REQUIRED ACTION. Skip the pictures. Set down, word for word, the lines from the start of the material up to and including the line with "0 #697667) drop-shadow(-1px".

§

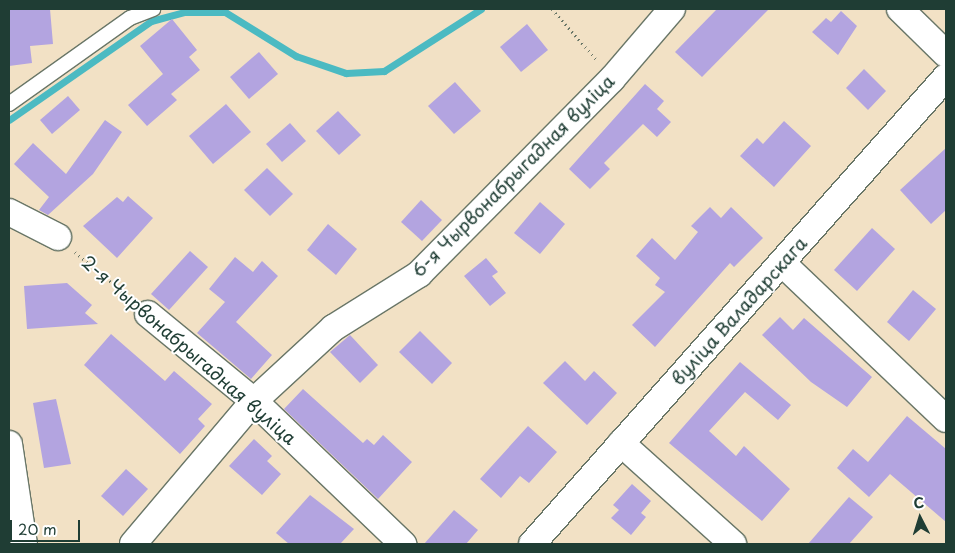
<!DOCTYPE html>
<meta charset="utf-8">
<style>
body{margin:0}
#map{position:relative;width:955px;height:553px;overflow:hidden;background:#f2e1c5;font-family:"Playpen Sans",sans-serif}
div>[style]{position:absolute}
.stream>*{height:7px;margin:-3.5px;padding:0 3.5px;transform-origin:3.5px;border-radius:3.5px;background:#4bbac2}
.building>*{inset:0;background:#b3a4e0}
.path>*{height:3px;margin-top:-1.5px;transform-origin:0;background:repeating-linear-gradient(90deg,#697667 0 1px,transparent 0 5px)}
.roads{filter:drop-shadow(1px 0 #697667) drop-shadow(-1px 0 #697667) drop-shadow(0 1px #697667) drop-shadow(0 -1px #697667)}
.lane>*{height:14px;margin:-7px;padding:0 7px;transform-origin:7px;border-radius:7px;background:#fff}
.street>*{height:26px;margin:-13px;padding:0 13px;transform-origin:13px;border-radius:13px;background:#fff}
span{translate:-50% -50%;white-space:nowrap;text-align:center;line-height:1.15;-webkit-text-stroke:4px #fff;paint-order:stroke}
.street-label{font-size:18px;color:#1f3d34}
.frame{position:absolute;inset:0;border:10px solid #1f3d34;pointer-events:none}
.north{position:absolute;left:895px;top:493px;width:50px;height:50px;-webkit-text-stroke:4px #fff;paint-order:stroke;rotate:355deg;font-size:14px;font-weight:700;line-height:20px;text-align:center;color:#1f3d34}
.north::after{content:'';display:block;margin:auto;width:18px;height:22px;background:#1f3d34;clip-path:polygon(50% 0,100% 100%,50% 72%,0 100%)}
.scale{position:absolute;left:10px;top:520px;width:70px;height:22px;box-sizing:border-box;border:2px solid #1f3d34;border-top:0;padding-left:6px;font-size:15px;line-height:18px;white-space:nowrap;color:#1f3d34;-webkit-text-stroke:4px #fff;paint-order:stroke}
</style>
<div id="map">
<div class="stream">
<i style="left:9px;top:120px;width:173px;rotate:-34.9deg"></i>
<i style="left:151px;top:21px;width:34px;rotate:-15deg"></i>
<i style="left:184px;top:12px;width:41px"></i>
<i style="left:225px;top:12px;width:84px;rotate:31.8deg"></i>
<i style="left:296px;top:56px;width:53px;rotate:18.8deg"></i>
<i style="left:346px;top:73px;width:38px;rotate:-3deg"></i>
<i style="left:384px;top:71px;width:115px;rotate:-32.6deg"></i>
</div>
<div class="building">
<i style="clip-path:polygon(50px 9px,53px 44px,30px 46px,32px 63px,9px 66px,9px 10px)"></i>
<i style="clip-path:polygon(717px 9px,769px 9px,702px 77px,675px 52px)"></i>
<i style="clip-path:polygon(841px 11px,857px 26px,838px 55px,812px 32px,826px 18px,831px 22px)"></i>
<i style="clip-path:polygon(172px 19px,197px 50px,189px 57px,200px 70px,171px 94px,177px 100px,147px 126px,128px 105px,163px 74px,140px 46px)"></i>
<i style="clip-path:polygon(527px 24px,548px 50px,521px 72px,500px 47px)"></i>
<i style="clip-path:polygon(259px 52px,278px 74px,249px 99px,230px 77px)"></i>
<i style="clip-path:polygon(864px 69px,886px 91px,868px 110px,846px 88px)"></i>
<i style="clip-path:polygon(455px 82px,481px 111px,454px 134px,428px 106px)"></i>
<i style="clip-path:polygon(645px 84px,664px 101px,657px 109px,671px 122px,657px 137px,643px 124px,604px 163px,610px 169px,590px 189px,569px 169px)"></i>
<i style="clip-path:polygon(68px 96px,80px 110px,52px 134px,40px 120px)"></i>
<i style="clip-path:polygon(226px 104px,251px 132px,213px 164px,189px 136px)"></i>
<i style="clip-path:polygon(338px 111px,361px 135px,339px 155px,316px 131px)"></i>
<i style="clip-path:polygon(105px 120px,122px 132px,93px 174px,48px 215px,39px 210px,49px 197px,14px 164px,33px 143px,66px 174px)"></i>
<i style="clip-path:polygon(784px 121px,811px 146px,774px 187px,740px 156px,757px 138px,763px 144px)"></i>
<i style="clip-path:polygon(290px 123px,306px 141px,282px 162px,266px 144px)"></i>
<i style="clip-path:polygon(946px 148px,946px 210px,931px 224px,900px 190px)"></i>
<i style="clip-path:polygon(267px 168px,293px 194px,270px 216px,244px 190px)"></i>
<i style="clip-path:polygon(128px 196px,153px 218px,117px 258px,83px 226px,117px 197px,123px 202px)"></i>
<i style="clip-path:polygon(421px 200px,442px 220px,422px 241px,401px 222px)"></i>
<i style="clip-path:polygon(540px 202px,565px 224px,540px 254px,514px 233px)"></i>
<i style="clip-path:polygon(710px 207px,721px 218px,731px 207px,763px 238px,734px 267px,730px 263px,655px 347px,632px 325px,665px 292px,655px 285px,660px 278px,636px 256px,652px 238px,675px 260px,698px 232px,691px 226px)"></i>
<i style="clip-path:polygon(328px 224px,357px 249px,336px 275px,307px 250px)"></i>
<i style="clip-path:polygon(872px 228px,895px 249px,857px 291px,834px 270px)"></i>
<i style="clip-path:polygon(190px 251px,208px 267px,169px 310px,151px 294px)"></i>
<i style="clip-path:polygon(235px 257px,253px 272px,262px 261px,278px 276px,236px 322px,272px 355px,251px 379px,197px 333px,225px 302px,209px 289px)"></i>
<i style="clip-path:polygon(486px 258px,498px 272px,492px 276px,506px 293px,490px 306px,464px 276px)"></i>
<i style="clip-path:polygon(67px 283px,92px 305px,85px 313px,98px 324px,27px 329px,24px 286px)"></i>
<i style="clip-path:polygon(913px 290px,936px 309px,909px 341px,887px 322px)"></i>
<i style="clip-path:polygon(780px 317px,793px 330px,804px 318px,872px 377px,847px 407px,811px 382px,762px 335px)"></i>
<i style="clip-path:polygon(420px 331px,452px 363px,432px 384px,399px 352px)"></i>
<i style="clip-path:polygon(111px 334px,165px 381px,174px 371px,212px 404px,198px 419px,205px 426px,180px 454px,84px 365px)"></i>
<i style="clip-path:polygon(350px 335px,378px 365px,360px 383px,330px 352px)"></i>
<i style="clip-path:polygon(565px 361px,585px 381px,594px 371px,617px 393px,587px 425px,543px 383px)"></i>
<i style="clip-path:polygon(740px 362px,791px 405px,778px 420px,745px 392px,709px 431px,736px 456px,744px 446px,790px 489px,762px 521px,669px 443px)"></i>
<i style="clip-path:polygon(303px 389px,363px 443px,367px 439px,374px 445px,383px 435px,412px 462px,378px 499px,284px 409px)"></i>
<i style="clip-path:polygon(56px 399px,71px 464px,44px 468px,33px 403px)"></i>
<i style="clip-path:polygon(907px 416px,946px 449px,946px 522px,890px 474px,869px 497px,837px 468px,853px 449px,868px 462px)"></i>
<i style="clip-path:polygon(528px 426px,557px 452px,529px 483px,520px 476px,501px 498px,480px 479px)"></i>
<i style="clip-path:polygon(254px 439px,272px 456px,267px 461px,281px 474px,262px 495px,229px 466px)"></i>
<i style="clip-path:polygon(126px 469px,148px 489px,123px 516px,101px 496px)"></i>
<i style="clip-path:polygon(632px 484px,651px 501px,641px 513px,646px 517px,631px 535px,611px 518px,619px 510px,613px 505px)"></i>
<i style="clip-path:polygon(310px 495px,354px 529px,340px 544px,289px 544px,276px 533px)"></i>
<i style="clip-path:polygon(849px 497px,873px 517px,849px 544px,808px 544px)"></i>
<i style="clip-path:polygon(454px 510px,478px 530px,466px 544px,424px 544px)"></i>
</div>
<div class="path">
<i style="left:552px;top:9px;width:67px;rotate:48.7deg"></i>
<i style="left:75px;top:252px;width:72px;rotate:39.9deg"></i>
</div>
<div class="roads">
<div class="lane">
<i style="left:9px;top:104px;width:148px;rotate:-35.4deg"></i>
<i style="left:130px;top:18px;width:25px;rotate:-21deg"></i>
</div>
<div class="street">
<i style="left:900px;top:9px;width:64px;rotate:44.4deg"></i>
<i style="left:9px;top:212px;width:55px;rotate:27deg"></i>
<i style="left:782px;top:263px;width:226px;rotate:43.6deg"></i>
<i style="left:148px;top:314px;width:137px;rotate:39.4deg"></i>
<i style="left:254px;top:401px;width:207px;rotate:43.8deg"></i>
<i style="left:621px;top:443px;width:151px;rotate:42deg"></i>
<i style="left:9px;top:444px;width:101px;rotate:81.5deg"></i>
<i style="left:133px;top:544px;width:187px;rotate:-49.8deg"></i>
<i style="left:254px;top:401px;width:108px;rotate:-42.7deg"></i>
<i style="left:333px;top:328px;width:102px;rotate:-32.1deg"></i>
<i style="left:419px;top:274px;width:274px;rotate:-45.3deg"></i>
<i style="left:612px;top:79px;width:92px;rotate:-49.4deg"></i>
<i style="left:532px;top:544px;width:624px;rotate:-48.44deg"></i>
</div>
</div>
<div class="street-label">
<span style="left:513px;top:176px;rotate:-45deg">6-я Чырвонабрыгадная вуліца</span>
<span style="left:739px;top:311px;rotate:-48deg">вуліца Валадарскага</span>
<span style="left:189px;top:350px;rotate:41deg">2-я Чырвонабрыгадная вуліца</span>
</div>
<div class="frame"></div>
<div class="north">С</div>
<div class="scale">20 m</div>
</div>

§

RESPONSE AREA.
<!DOCTYPE html>
<meta charset="utf-8">
<style>
body{margin:0}
#map{position:relative;width:955px;height:553px;overflow:hidden;background:#f2e1c5;font-family:"Playpen Sans",sans-serif}
div>[style]{position:absolute}
.stream>*{height:7px;margin:-3.5px;padding:0 3.5px;transform-origin:3.5px;border-radius:3.5px;background:#4bbac2}
.building>*{inset:0;background:#b3a4e0}
.path>*{height:3px;margin-top:-1.5px;transform-origin:0;background:repeating-linear-gradient(90deg,#697667 0 1px,transparent 0 5px)}
.roads{filter:drop-shadow(1px 0 #697667) drop-shadow(-1px 0 #697667) drop-shadow(0 1px #697667) drop-shadow(0 -1px #697667)}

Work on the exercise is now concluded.